The pandemic-delayed 2020 Census count is coming in, and the early results show just a 7% increase in Maryland’s population. The addition of 403,672 people brings the state population to 6.2 million. That modest increase means no change in the number of congressional seats, but more granular data will be coming to inform the process by the governor and General Assembly in crafting and finalizing congressional and legislative maps. For his part, the governor’s Redistricting Commission, which began its work on May 5, will produce recommendations to presumably inform what the governor will submit for the General Assembly’s consideration. The General Assembly can approve the governor’s maps or pass resolutions and maps of their own. Depending on the timing of when maps will be introduced and adopted, candidates may have to scramble between the February 22, 2022 filing deadline and the June 28 primary.
Although gubernatorial candidates have until February to officially file their paperwork, the fields are taking shape.

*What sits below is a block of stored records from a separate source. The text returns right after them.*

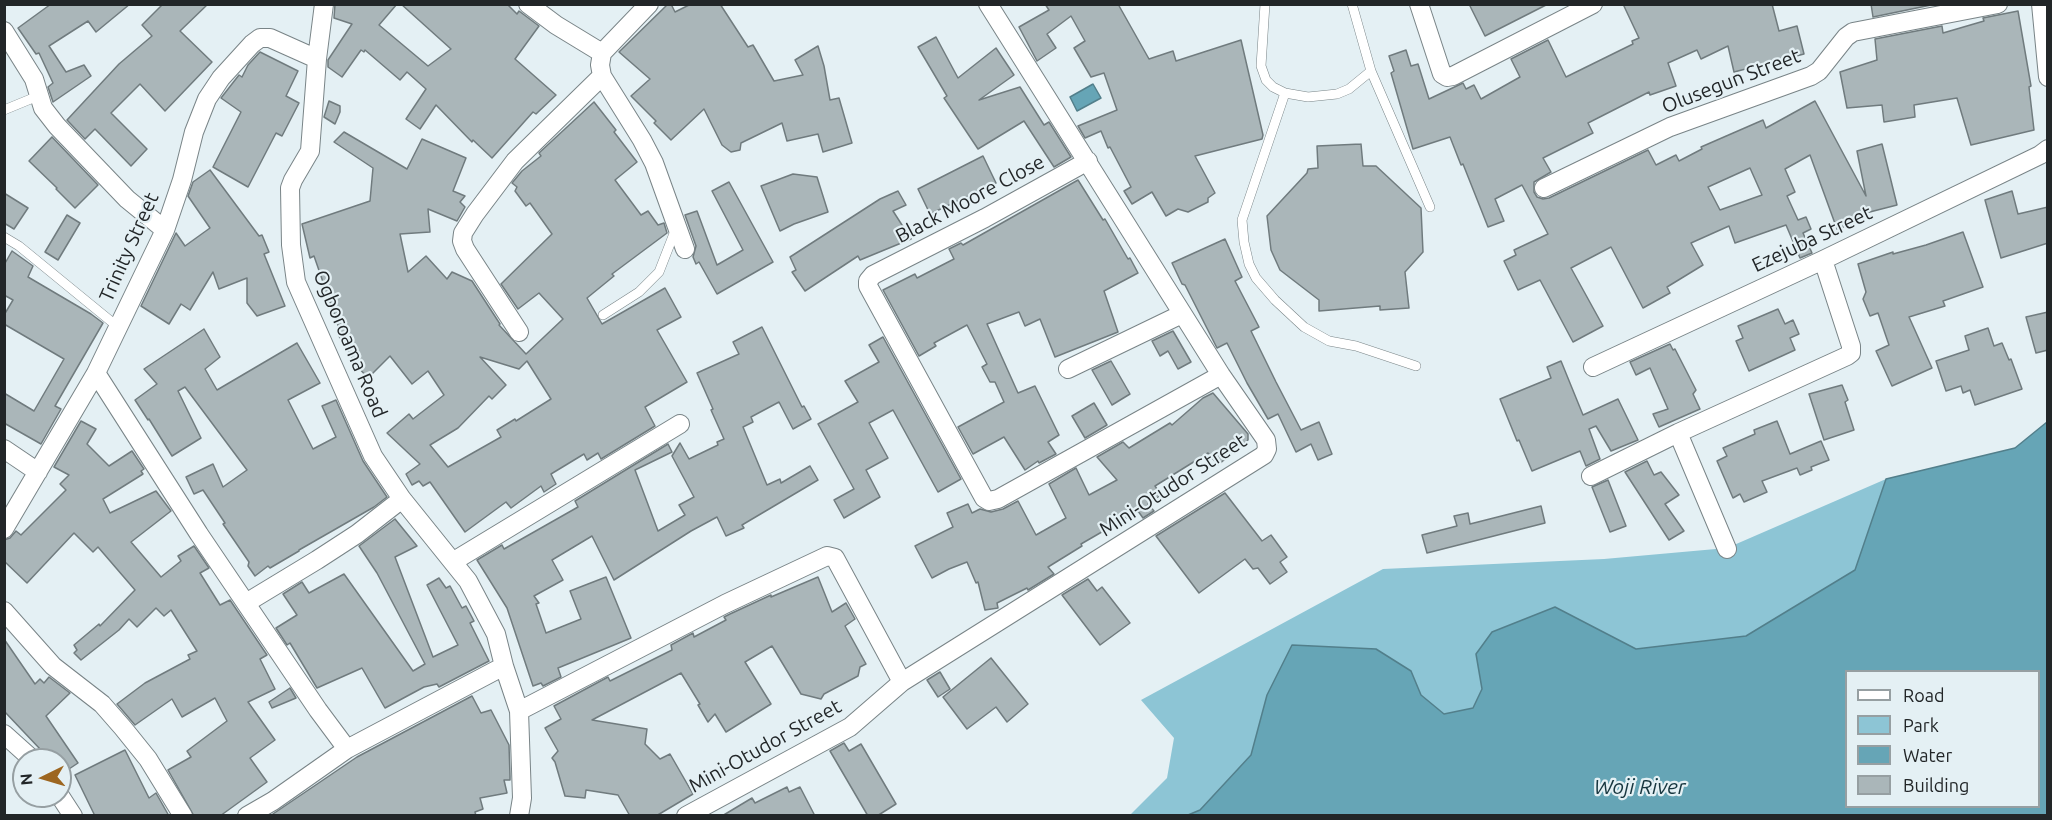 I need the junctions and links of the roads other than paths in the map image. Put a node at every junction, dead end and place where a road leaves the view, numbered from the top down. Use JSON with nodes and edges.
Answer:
{"nodes":[{"id":1,"x":324,"y":4,"type":"edge"},
{"id":2,"x":528,"y":4,"type":"edge"},
{"id":3,"x":649,"y":4,"type":"edge"},
{"id":4,"x":988,"y":4,"type":"edge"},
{"id":5,"x":1265,"y":4,"type":"edge"},
{"id":6,"x":1352,"y":4,"type":"edge"},
{"id":7,"x":1419,"y":4,"type":"edge"},
{"id":8,"x":1593,"y":4,"type":"edge"},
{"id":9,"x":1998,"y":4,"type":"edge"},
{"id":10,"x":2041,"y":4,"type":"edge"},
{"id":11,"x":4,"y":31,"type":"edge"},
{"id":12,"x":602,"y":53,"type":"junction"},
{"id":13,"x":317,"y":59,"type":"junction"},
{"id":14,"x":1371,"y":70,"type":"junction"},
{"id":15,"x":602,"y":76,"type":"junction"},
{"id":16,"x":2048,"y":77,"type":"edge"},
{"id":17,"x":1285,"y":93,"type":"junction"},
{"id":18,"x":38,"y":96,"type":"junction"},
{"id":19,"x":4,"y":110,"type":"edge"},
{"id":20,"x":2048,"y":149,"type":"edge"},
{"id":21,"x":1088,"y":161,"type":"junction"},
{"id":22,"x":1544,"y":188,"type":"dead end"},
{"id":23,"x":1430,"y":207,"type":"dead end"},
{"id":24,"x":677,"y":226,"type":"junction"},
{"id":25,"x":165,"y":230,"type":"junction"},
{"id":26,"x":4,"y":237,"type":"edge"},
{"id":27,"x":685,"y":249,"type":"dead end"},
{"id":28,"x":1823,"y":260,"type":"junction"},
{"id":29,"x":1182,"y":314,"type":"junction"},
{"id":30,"x":603,"y":315,"type":"dead end"},
{"id":31,"x":118,"y":327,"type":"junction"},
{"id":32,"x":519,"y":332,"type":"dead end"},
{"id":33,"x":1416,"y":366,"type":"dead end"},
{"id":34,"x":1593,"y":367,"type":"dead end"},
{"id":35,"x":1068,"y":369,"type":"dead end"},
{"id":36,"x":96,"y":373,"type":"junction"},
{"id":37,"x":1221,"y":375,"type":"junction"},
{"id":38,"x":680,"y":424,"type":"dead end"},
{"id":39,"x":1677,"y":433,"type":"junction"},
{"id":40,"x":4,"y":449,"type":"edge"},
{"id":41,"x":38,"y":472,"type":"junction"},
{"id":42,"x":1591,"y":476,"type":"dead end"},
{"id":43,"x":402,"y":499,"type":"junction"},
{"id":44,"x":4,"y":529,"type":"edge"},
{"id":45,"x":1727,"y":549,"type":"dead end"},
{"id":46,"x":454,"y":561,"type":"junction"},
{"id":47,"x":246,"y":603,"type":"junction"},
{"id":48,"x":4,"y":610,"type":"edge"},
{"id":49,"x":504,"y":666,"type":"junction"},
{"id":50,"x":902,"y":682,"type":"junction"},
{"id":51,"x":519,"y":711,"type":"junction"},
{"id":52,"x":4,"y":734,"type":"edge"},
{"id":53,"x":20,"y":748,"type":"edge"},
{"id":54,"x":347,"y":749,"type":"junction"},
{"id":55,"x":278,"y":808,"type":"edge"},
{"id":56,"x":183,"y":816,"type":"edge"},
{"id":57,"x":247,"y":816,"type":"edge"},
{"id":58,"x":519,"y":816,"type":"edge"},
{"id":59,"x":686,"y":816,"type":"edge"}],
"edges":[{"from":1,"to":13,"type":"street","name":"Ogboroama Road"},
{"from":2,"to":12,"type":"street"},
{"from":3,"to":12,"type":"street"},
{"from":4,"to":21,"type":"street","name":"Mini-Otudor Street"},
{"from":5,"to":17,"type":"lane"},
{"from":6,"to":14,"type":"lane"},
{"from":7,"to":8,"type":"street"},
{"from":9,"to":22,"type":"street","name":"Olusegun Street"},
{"from":10,"to":16,"type":"street"},
{"from":11,"to":18,"type":"street"},
{"from":12,"to":15,"type":"street"},
{"from":13,"to":25,"type":"street","name":"Trinity Street"},
{"from":13,"to":43,"type":"street","name":"Ogboroama Road"},
{"from":14,"to":17,"type":"lane"},
{"from":14,"to":23,"type":"lane"},
{"from":15,"to":24,"type":"street"},
{"from":15,"to":32,"type":"street"},
{"from":17,"to":33,"type":"lane"},
{"from":18,"to":19,"type":"lane"},
{"from":18,"to":25,"type":"street"},
{"from":20,"to":28,"type":"street","name":"Ezejuba Street"},
{"from":21,"to":29,"type":"street","name":"Mini-Otudor Street"},
{"from":21,"to":37,"type":"street","name":"Black Moore Close"},
{"from":24,"to":27,"type":"street"},
{"from":24,"to":30,"type":"lane"},
{"from":25,"to":31,"type":"street","name":"Trinity Street"},
{"from":26,"to":31,"type":"lane"},
{"from":28,"to":34,"type":"street","name":"Ezejuba Street"},
{"from":28,"to":39,"type":"street"},
{"from":29,"to":35,"type":"street"},
{"from":29,"to":37,"type":"street","name":"Mini-Otudor Street"},
{"from":31,"to":36,"type":"street","name":"Trinity Street"},
{"from":36,"to":41,"type":"street","name":"Trinity Street"},
{"from":36,"to":47,"type":"street"},
{"from":37,"to":50,"type":"street","name":"Mini-Otudor Street"},
{"from":38,"to":46,"type":"street"},
{"from":39,"to":42,"type":"street"},
{"from":39,"to":45,"type":"street"},
{"from":40,"to":41,"type":"street"},
{"from":41,"to":44,"type":"street","name":"Trinity Street"},
{"from":43,"to":46,"type":"street","name":"Ogboroama Road"},
{"from":43,"to":47,"type":"street"},
{"from":46,"to":49,"type":"street","name":"Ogboroama Road"},
{"from":47,"to":54,"type":"street"},
{"from":48,"to":56,"type":"street"},
{"from":49,"to":51,"type":"street"},
{"from":49,"to":54,"type":"street"},
{"from":50,"to":51,"type":"street"},
{"from":50,"to":59,"type":"street","name":"Mini-Otudor Street"},
{"from":51,"to":58,"type":"street"},
{"from":52,"to":53,"type":"street"},
{"from":54,"to":55,"type":"street"},
{"from":55,"to":57,"type":"street"}]}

Most recently, Democrats Rushern Baker and John King, and Republican Commerce Secretary Kelly Schulz, have said they plan to run. Baker, the former Prince George’s County executive, was the runner-up to Ben Jealous in the 2018 Democratic primary. King served as education secretary during the second term of the Obama Administration, and recently founded the political advocacy organization Strong Future Maryland. As reported previously in Up the Street, Comptroller Peter Franchot (D) was first to announce his intentions to run for governor, and fellow Democrats Jon Baron and Ashwani Jain have said they will run.
Several others are sending signals about a possible run for governor. Former Democratic National Committee Chairman and U.S. Labor Secretary Tom Perez has set up a committee that could raise funds toward a gubernatorial bid. Wes Moore, the former CEO of the Robin Hood Foundation, Army veteran, and Baltimore native, established a fundraising committee, but has not made anything official. And former Attorney General Doug Gansler has hired a national campaign strategist who was a senior policy analyst for the late Senate President Mike Miller.
Baltimore County Executive Johnny Olszewski had been a rumored candidate for governor, but announced on Thursday that he plans to seek re-election next year to continue to lead the third-largest jurisdiction in the state.
Schulz announced her plans to run for governor hours after Lt. Gov. Boyd Rutherford said that he would not run. Republican former Lt. Governor Michael Steele, who served from 2003-2007 with Gov. Bob Ehrlich, has said in several media outlets that he is considering a run as well.
In the race for comptroller, Republican Harford County Executive Barry Glassman announced his run for the office just days after the legislative session ended. Democrats Del. Brooke Lierman (D-46) and Bowie Mayor Tim Adams previously announced their plans.
Finance reports show that, among others, Democratic Sen. Chris Van Hollen, Rep. David Trone (D-6th), and Rep. Jamie Raskin (D-8th) have strong cash positions. In just a few months in her bid to challenge Rep. Andy Harris (R-1st) Heather Mizeur has raised $350,000 to lead the field of challengers to Harris. If Trone runs for governor, former Del. Aruna Miller has raised funds to try to lock down the inside position for his Congressional seat.
While redistricting that will happen before February could change the landscape of the fluid Baltimore area districts, as of April, Sen. Chris West (R-42) has a challenger in his Baltimore County district from Democratic political newcomer Jeff Bonner. Bonner is a military veteran and airline pilot. West narrowly won his race in 2018, besting Democrat Robbie Leonard in a close 51%-49% contest.